* Action item
Please copy each line of the records below that holds the word "宿城大道".

START Provided data

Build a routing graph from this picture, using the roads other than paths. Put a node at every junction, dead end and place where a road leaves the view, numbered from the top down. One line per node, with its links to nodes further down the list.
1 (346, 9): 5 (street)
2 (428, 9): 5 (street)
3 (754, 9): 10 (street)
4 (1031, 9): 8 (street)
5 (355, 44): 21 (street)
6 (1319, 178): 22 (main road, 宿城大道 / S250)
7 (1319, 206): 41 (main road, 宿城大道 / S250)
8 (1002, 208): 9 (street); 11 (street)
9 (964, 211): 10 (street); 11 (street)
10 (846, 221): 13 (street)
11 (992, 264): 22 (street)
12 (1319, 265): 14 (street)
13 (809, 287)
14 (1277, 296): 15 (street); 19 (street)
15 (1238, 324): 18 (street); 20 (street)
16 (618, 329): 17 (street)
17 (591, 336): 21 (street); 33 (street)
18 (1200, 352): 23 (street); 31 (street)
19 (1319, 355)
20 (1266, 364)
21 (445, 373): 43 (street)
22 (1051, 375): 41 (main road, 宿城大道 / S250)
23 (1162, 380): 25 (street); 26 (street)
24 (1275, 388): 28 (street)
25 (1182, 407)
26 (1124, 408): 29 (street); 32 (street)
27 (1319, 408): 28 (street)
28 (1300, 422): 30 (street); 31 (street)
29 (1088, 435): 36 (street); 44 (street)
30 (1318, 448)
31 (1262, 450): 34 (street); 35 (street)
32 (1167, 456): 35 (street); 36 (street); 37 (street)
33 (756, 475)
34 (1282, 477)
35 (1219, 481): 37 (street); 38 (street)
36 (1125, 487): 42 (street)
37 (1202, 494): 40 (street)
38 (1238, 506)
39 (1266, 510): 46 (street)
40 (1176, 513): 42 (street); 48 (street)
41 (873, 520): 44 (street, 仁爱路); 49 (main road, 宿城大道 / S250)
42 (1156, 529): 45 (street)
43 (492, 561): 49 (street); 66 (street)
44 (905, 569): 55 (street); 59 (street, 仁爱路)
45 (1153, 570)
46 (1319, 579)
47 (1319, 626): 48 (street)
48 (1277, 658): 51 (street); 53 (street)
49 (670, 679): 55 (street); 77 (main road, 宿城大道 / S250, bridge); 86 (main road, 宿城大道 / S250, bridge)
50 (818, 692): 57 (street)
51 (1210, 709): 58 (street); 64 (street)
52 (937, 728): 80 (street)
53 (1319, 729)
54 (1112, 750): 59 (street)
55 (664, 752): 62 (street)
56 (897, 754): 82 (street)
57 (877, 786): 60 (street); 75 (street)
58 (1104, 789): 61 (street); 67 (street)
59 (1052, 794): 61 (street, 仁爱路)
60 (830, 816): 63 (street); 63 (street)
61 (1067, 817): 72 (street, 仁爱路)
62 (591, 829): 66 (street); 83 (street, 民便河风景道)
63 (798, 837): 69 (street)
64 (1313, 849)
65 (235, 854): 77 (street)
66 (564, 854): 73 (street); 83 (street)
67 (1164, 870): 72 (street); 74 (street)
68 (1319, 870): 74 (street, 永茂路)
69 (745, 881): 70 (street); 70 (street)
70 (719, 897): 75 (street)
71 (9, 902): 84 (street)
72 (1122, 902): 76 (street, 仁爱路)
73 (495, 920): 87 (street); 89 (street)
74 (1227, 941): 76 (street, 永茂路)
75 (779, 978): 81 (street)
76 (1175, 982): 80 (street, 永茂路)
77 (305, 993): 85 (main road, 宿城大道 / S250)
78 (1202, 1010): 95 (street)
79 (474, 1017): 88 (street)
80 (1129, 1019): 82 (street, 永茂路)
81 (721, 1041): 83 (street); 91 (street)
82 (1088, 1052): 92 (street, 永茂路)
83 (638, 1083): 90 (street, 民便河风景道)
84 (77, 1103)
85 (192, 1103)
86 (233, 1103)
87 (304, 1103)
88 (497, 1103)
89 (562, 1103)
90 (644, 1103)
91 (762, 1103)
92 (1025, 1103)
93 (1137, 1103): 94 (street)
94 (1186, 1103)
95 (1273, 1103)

END Provided data

* Reply to the task
6 (1319, 178): 22 (main road, 宿城大道 / S250)
7 (1319, 206): 41 (main road, 宿城大道 / S250)
22 (1051, 375): 41 (main road, 宿城大道 / S250)
41 (873, 520): 44 (street, 仁爱路); 49 (main road, 宿城大道 / S250)
49 (670, 679): 55 (street); 77 (main road, 宿城大道 / S250, bridge); 86 (main road, 宿城大道 / S250, bridge)
77 (305, 993): 85 (main road, 宿城大道 / S250)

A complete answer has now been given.